Sheir: As if to make matters more dramatic, David Brown faced a personal tragedy soon after he was sworn in. In a suburb outside Dallas, his own son shot and killed a police officer, plus another man. A police confrontation ensued, and David Brown Junior, who had bipolar disorder, was fatally wounded. Chief Brown met with the families of the people his son had killed, even as his own family mourned their loss.

David Brown’s early days as police chief came at a rough time for his department. In fact, things were so bad that the richest neighborhoods in town wouldn’t even accept cops from Dallas. Instead, they hired their own.

So Chief Brown had quite the job on his hands, all the while struggling to uphold his identity as an officer of the law, and as a black man.

Placemakers producer Dianna Douglas takes us to Texas, and one of the many days when David Brown’s identities were put to the test.

Dianna Douglas: Two years into David Brown’s tenure as police chief, officers were shooting someone every few weeks. Then, on a blazing hot July day in 2012, officers responded to a drug call in the Dixon Circle neighborhood. Within an hour, the body of James Harper, an unarmed black man, was lying in horse manure in someone’s backyard.

Dwaine Caraway’s phone started ringing right away. Caraway was a city councilman from South Dallas, and acting as mayor pro-tem at the time.

Dwaine Caraway: You’ve got helicopters, you’ve got police in riot gear with shields and automatic weapons, and folks lined up, you’ve got a screaming community. Anti-police.
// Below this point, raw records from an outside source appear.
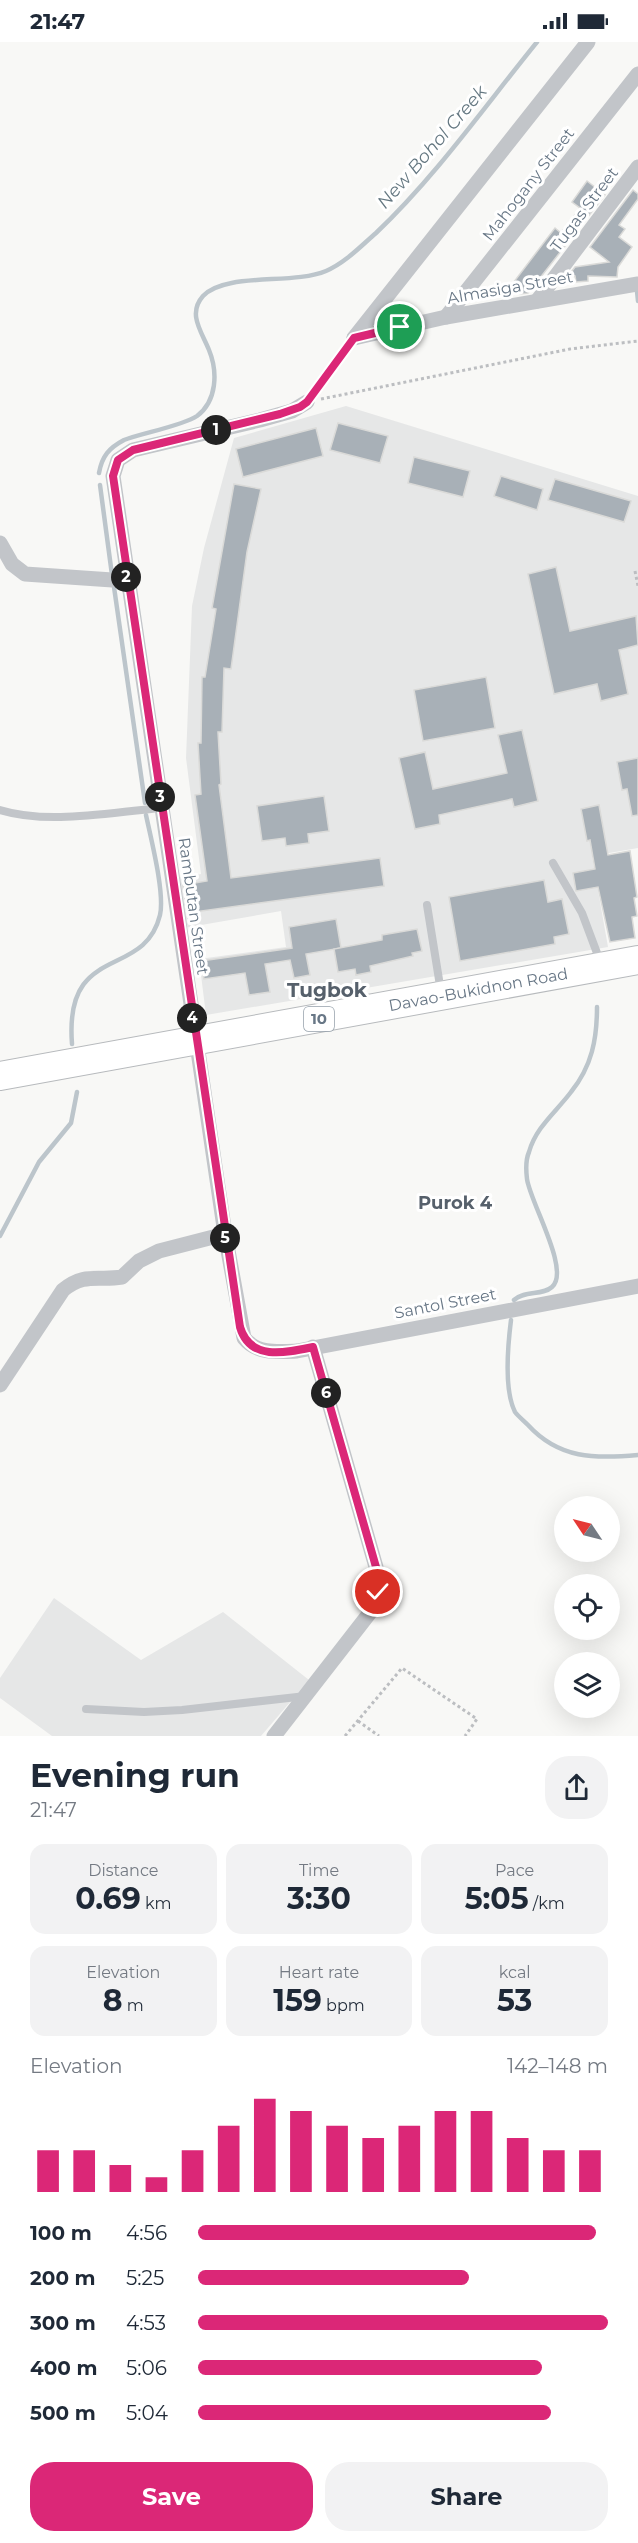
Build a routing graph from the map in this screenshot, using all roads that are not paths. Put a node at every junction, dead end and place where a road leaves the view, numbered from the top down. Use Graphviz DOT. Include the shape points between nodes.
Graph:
graph roads {
  1 [pos="588,42"];
  2 [pos="638,74"];
  3 [pos="638,168"];
  4 [pos="638,284"];
  5 [pos="537,301"];
  6 [pos="446,316"];
  7 [pos="307,402"];
  8 [pos="0,543"];
  9 [pos="127,581"];
  10 [pos="162,808"];
  11 [pos="0,810"];
  12 [pos="553,863"];
  13 [pos="428,905"];
  14 [pos="638,960"];
  15 [pos="603,967"];
  16 [pos="442,996"];
  17 [pos="196,1041"];
  18 [pos="0,1076"];
  19 [pos="225,1234"];
  20 [pos="638,1286"];
  21 [pos="313,1347"];
  22 [pos="259,1349"];
  23 [pos="0,1384"];
  24 [pos="307,1696"];
  25 [pos="86,1709"];
  26 [pos="274,1736"];
  1 -- 6 [label="street, Almasiga Street" via="354,338"];
  2 -- 6 [label="street, Mahogany Street"];
  3 -- 5 [label="street, Tugas Street"];
  4 -- 5 [label="street, Almasiga Street"];
  5 -- 6 [label="street, Almasiga Street"];
  7 -- 9 [label="street, Rambutan Street" via="280,414 133,450 118,460 113,486"];
  8 -- 9 [label="street" via="12,564 25,574"];
  9 -- 10 [label="street, Rambutan Street"];
  10 -- 11 [label="lane" via="43,818"];
  10 -- 17 [label="street, Rambutan Street"];
  12 -- 15 [label="lane" via="582,913"];
  13 -- 16 [label="lane"];
  14 -- 15 [label="highway, Davao-Bukidnon Road / 10"];
  15 -- 16 [label="highway, Davao-Bukidnon Road / 10"];
  16 -- 17 [label="highway, Davao-Bukidnon Road / 10"];
  17 -- 18 [label="highway, Davao-Bukidnon Road / 10"];
  17 -- 19 [label="street, Rambutan Street"];
  19 -- 22 [label="street, Rambutan Street" via="240,1327 250,1345"];
  19 -- 23 [label="street" via="159,1251 123,1276 81,1278 73,1282 63,1290"];
  20 -- 21 [label="street, Santol Street"];
  21 -- 22 [label="street, Santol Street" via="281,1352"];
  21 -- 24 [label="street" via="376,1567 378,1592 367,1617"];
  24 -- 25 [label="lane" via="182,1710"];
  24 -- 26 [label="street"];
}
And the only word was that he got shot in the back, and the police shot him in the back, it’s unfair.

Douglas: To Caraway, it sounded like Dixon Circle was about to blow. He tried to piece together what had happened. James Harper had been a drug dealer. The police had responded to a tip about drug dealing in the area, and Harper had run. An officer chased him, through backyards, over fences, and into a horse pen. Then they got into a fight.

Caraway: The way the family who lives there says that he was getting the best of the cop. Let him have it. The cop, the way they tell it, was growing tired and then was in fear. I guess I would have been in fear too. He’s in a cage, pretty much. Just two of you guys. Only one of them got a gun. Unfortunately that’s when the police discharged his firearm.

Douglas: If Harper had scaled that fence, he would have gotten away, into a floodplain that’s a huge wilderness in the middle of the city. Some people said Harper tried to climb the fence and was shot in the back. But who knows? The only thing people in the neighborhood knew for sure was that yet another unarmed black man had been shot dead. Caraway surveyed the gathering crowd and didn’t like what he saw.

Caraway: Where we were, there were no streetlights. It didn’t look like this thing was about to come to an end anytime soon. I’m advancing my thoughts to say, “We’ve got to put an end to this.” Because when it get dark right here, with as wild as this appeared to be getting, we’re going to have a real problem. We won’t be able to see, if somebody’s throwing bottles, rocks, or shooting, or whatever.

Douglas: Caraway saw James Harper’s mother on the street, asking a line of officers in a bulletproof body armor, helmets, and riot shields to see her son. Her suffering was making the crowd grow more agitated. Here’s an iPhone video of Sheila Harper that day.

Douglas: Police moved the body, thinking that a quick resolution would help calm the crowd. But people kept coming to Dixon Circle, from all over the city, as rumors spread on social media. Reporters and news cameras showed up, to see what would happen next. Caraway convinced police to let Sheila Harper go down to the coroner’s office.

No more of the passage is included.